Collected data entries
== Segment start ==
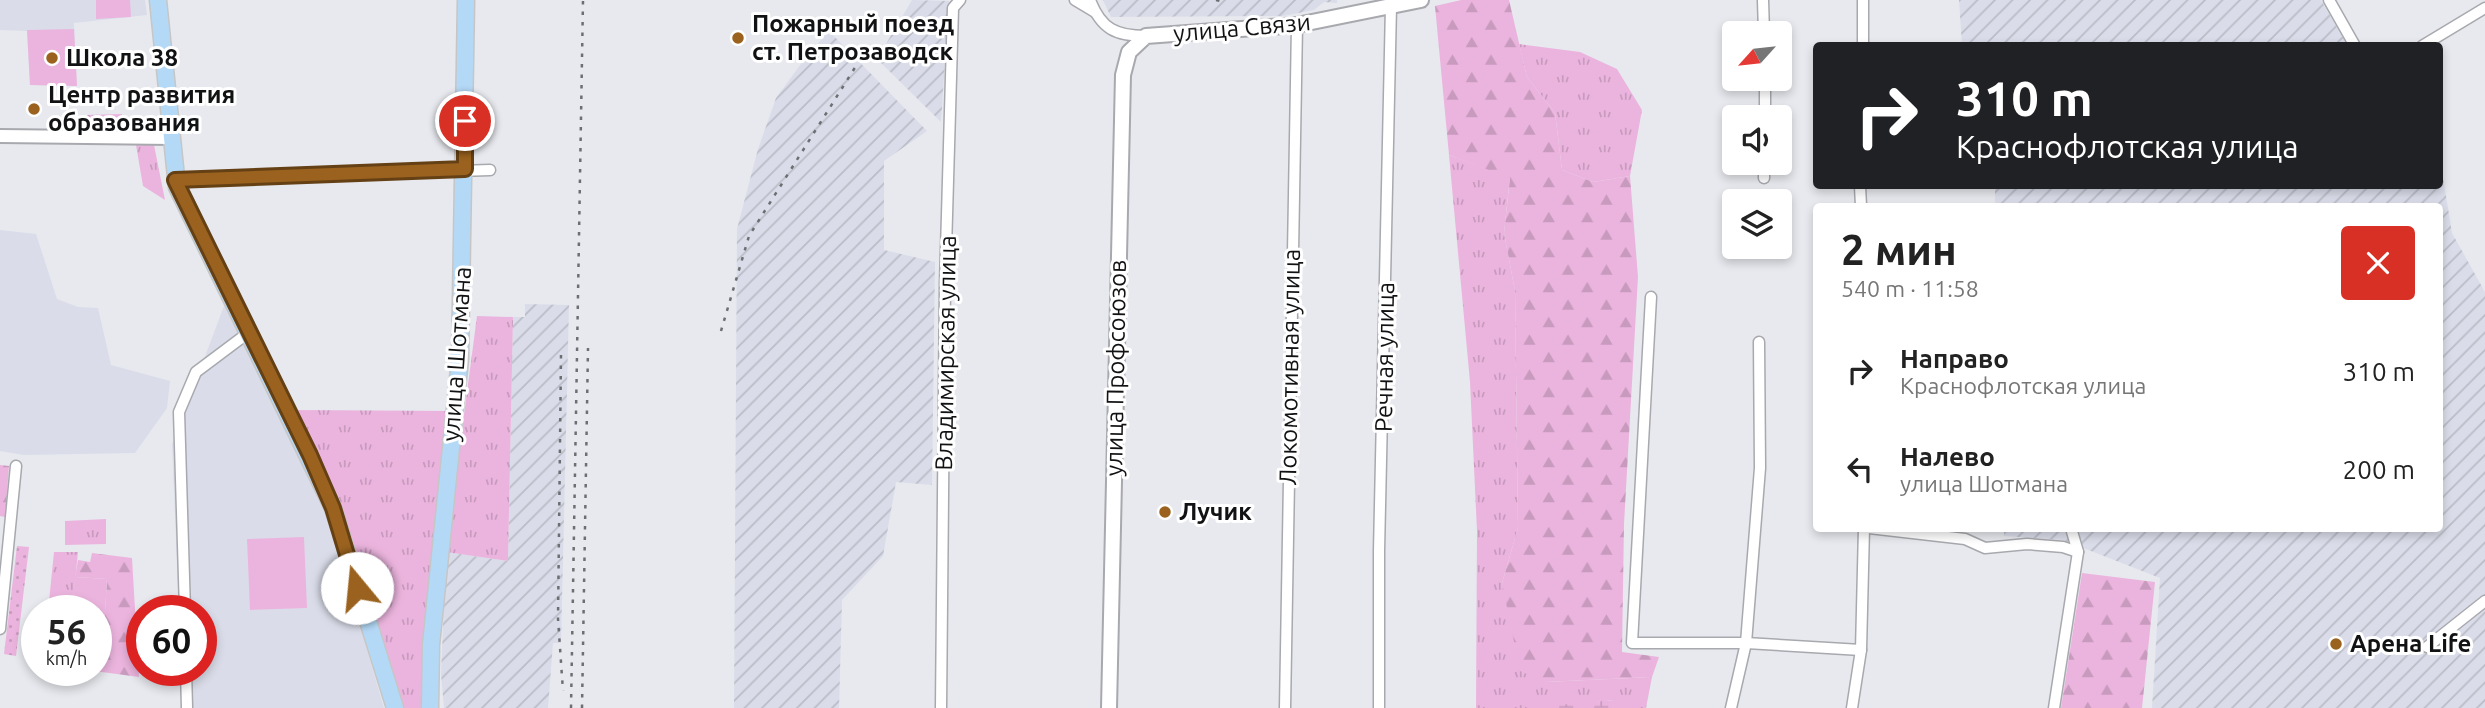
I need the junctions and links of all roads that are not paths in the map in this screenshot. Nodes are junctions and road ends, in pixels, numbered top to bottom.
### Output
1 (158, 0) edge
2 (466, 0) edge
3 (960, 0) edge
4 (1075, 0) edge
5 (1090, 0) edge
6 (1421, 0) edge
7 (1763, 0) edge
8 (1863, 0) edge
9 (2329, 0) edge
10 (1391, 6) junction
11 (2485, 8) edge
12 (1095, 12) junction
13 (1764, 21) edge
14 (1297, 25) junction
15 (1146, 37) junction
16 (1863, 42) edge
17 (2353, 42) edge
18 (2429, 42) edge
19 (0, 136) edge
20 (172, 138) junction
21 (465, 169) junction
22 (490, 170) dead end
23 (1763, 175) edge
24 (1763, 178) dead end
25 (175, 180) junction
26 (1651, 297) dead end
27 (248, 333) junction
28 (1759, 342) dead end
29 (16, 466) dead end
30 (1866, 532) edge
31 (1902, 532) edge
32 (2072, 532) edge
33 (2078, 552) junction
34 (185, 595) edge
35 (2485, 601) edge
36 (0, 629) edge
37 (1746, 643) junction
38 (2427, 648) dead end
39 (1861, 650) junction
40 (186, 686) edge
41 (187, 708) edge
42 (395, 708) edge
43 (430, 708) edge
44 (941, 708) edge
45 (1109, 708) edge
46 (1285, 708) edge
47 (1379, 708) edge
48 (1731, 708) edge
49 (1852, 708) edge
50 (2054, 708) edge

1 - 20 main road
2 - 21 main road, улица Шотмана
3 - 44 street, Владимирская улица
4 - 12 street
5 - 12 street
6 - 10 main road, улица Связи
7 - 13 street
8 - 16 street
9 - 17 street
10 - 14 main road, улица Связи
10 - 47 street, Речная улица
11 - 18 street
12 - 15 street
14 - 15 main road, улица Связи
14 - 46 street, Локомотивная улица
15 - 45 main road, улица Профсоюзов
19 - 20 street
20 - 25 main road
21 - 22 street
21 - 25 street
21 - 43 main road, улица Шотмана
23 - 24 street
25 - 27 main road
26 - 37 street
27 - 34 street
27 - 42 main road
28 - 37 street
29 - 36 street
30 - 39 street
31 - 33 street
32 - 33 street
33 - 50 street
35 - 38 street
37 - 39 street
37 - 48 street
39 - 49 street
40 - 41 street

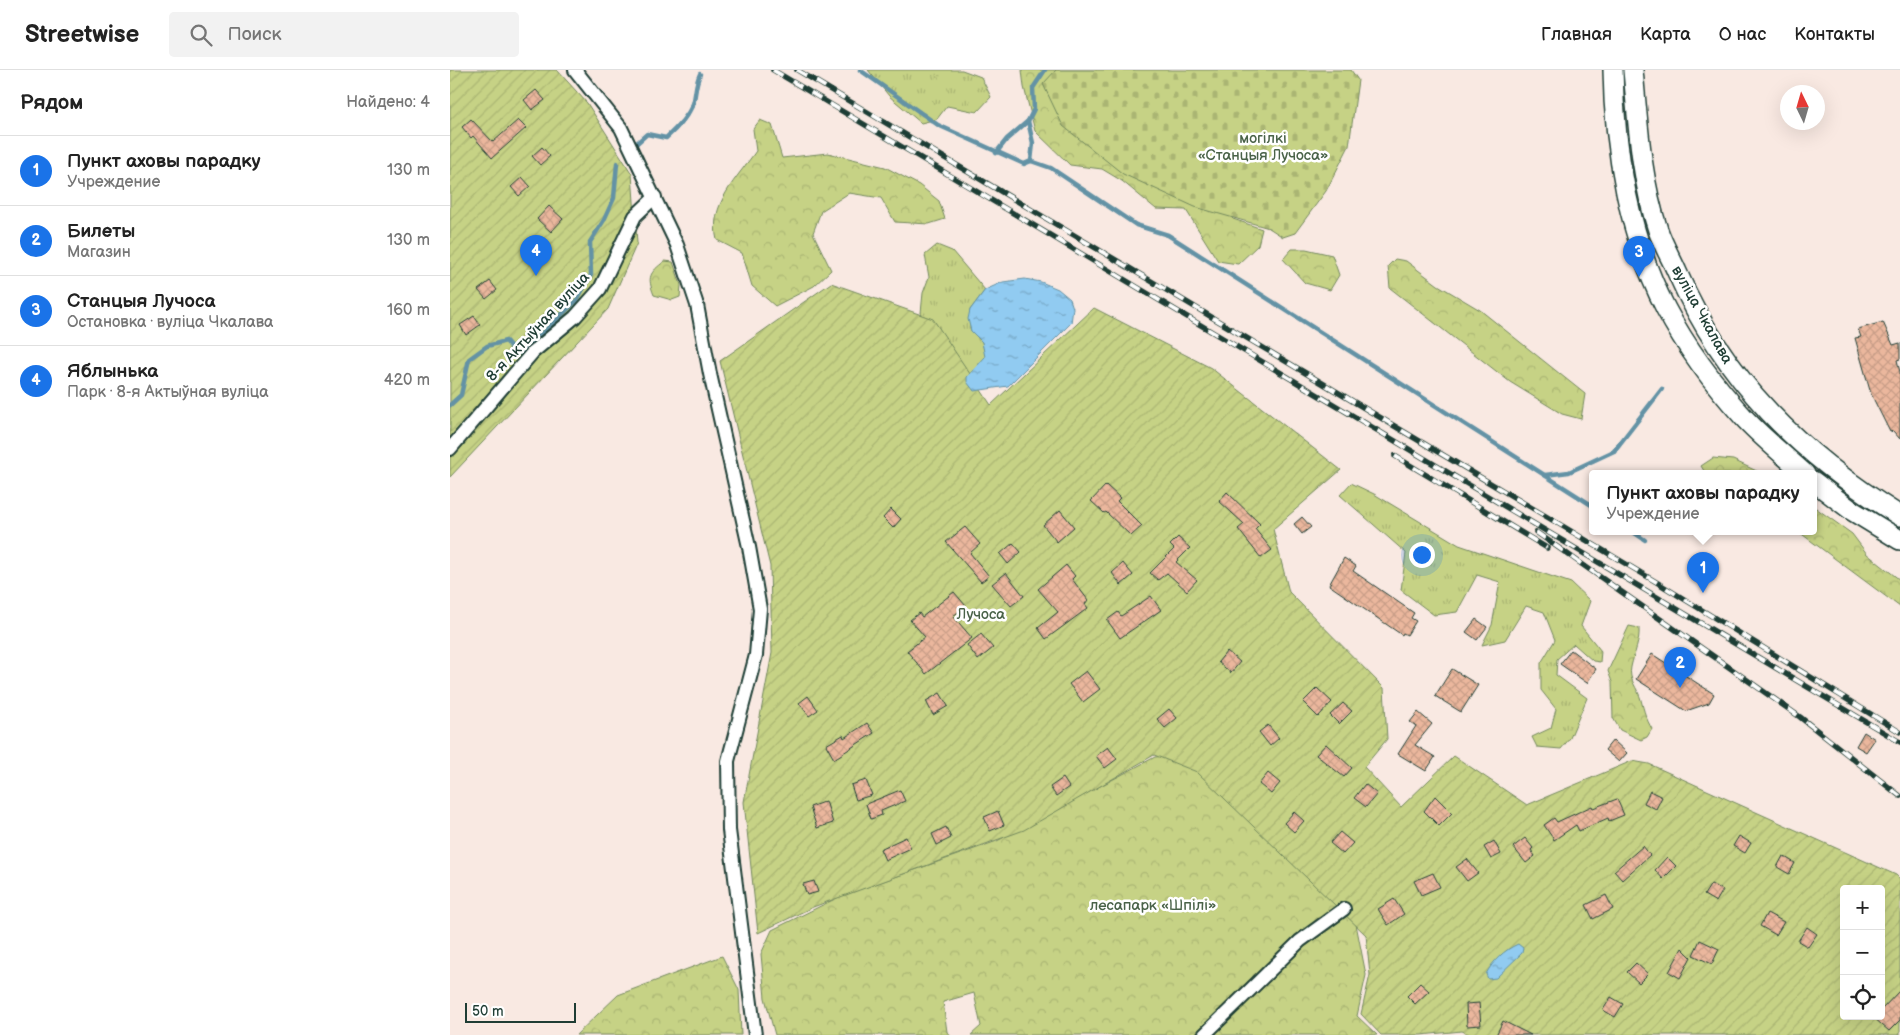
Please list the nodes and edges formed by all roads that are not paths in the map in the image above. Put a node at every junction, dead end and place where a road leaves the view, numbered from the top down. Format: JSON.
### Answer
{"nodes":[{"id":1,"x":575,"y":70,"type":"edge"},
{"id":2,"x":1613,"y":70,"type":"edge"},
{"id":3,"x":1633,"y":70,"type":"edge"},
{"id":4,"x":655,"y":197,"type":"junction"},
{"id":5,"x":1764,"y":406,"type":"junction"},
{"id":6,"x":1746,"y":420,"type":"junction"},
{"id":7,"x":450,"y":449,"type":"edge"},
{"id":8,"x":1800,"y":470,"type":"edge"},
{"id":9,"x":1817,"y":484,"type":"edge"},
{"id":10,"x":1900,"y":516,"type":"edge"},
{"id":11,"x":1900,"y":540,"type":"edge"},
{"id":12,"x":1344,"y":909,"type":"dead end"},
{"id":13,"x":754,"y":1035,"type":"edge"},
{"id":14,"x":1204,"y":1035,"type":"edge"}],
"edges":[{"from":1,"to":4,"type":"street"},
{"from":2,"to":6,"type":"main road","name":"вуліца Чкалава"},
{"from":3,"to":5,"type":"main road","name":"вуліца Чкалава"},
{"from":4,"to":7,"type":"street","name":"8-я Актыўная вуліца"},
{"from":4,"to":13,"type":"street"},
{"from":5,"to":6,"type":"street"},
{"from":5,"to":10,"type":"main road","name":"вуліца Чкалава"},
{"from":6,"to":8,"type":"main road","name":"вуліца Чкалава"},
{"from":9,"to":11,"type":"main road"},
{"from":12,"to":14,"type":"street"}]}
== Segment end ==
→ **REQUIRED WORK**: Find the string "улица" in the entries above and return each line that holds it.

→ **EXERCISE OUTPUT**:
2 - 21 main road, улица Шотмана
3 - 44 street, Владимирская улица
6 - 10 main road, улица Связи
10 - 14 main road, улица Связи
10 - 47 street, Речная улица
14 - 15 main road, улица Связи
14 - 46 street, Локомотивная улица
15 - 45 main road, улица Профсоюзов
21 - 43 main road, улица Шотмана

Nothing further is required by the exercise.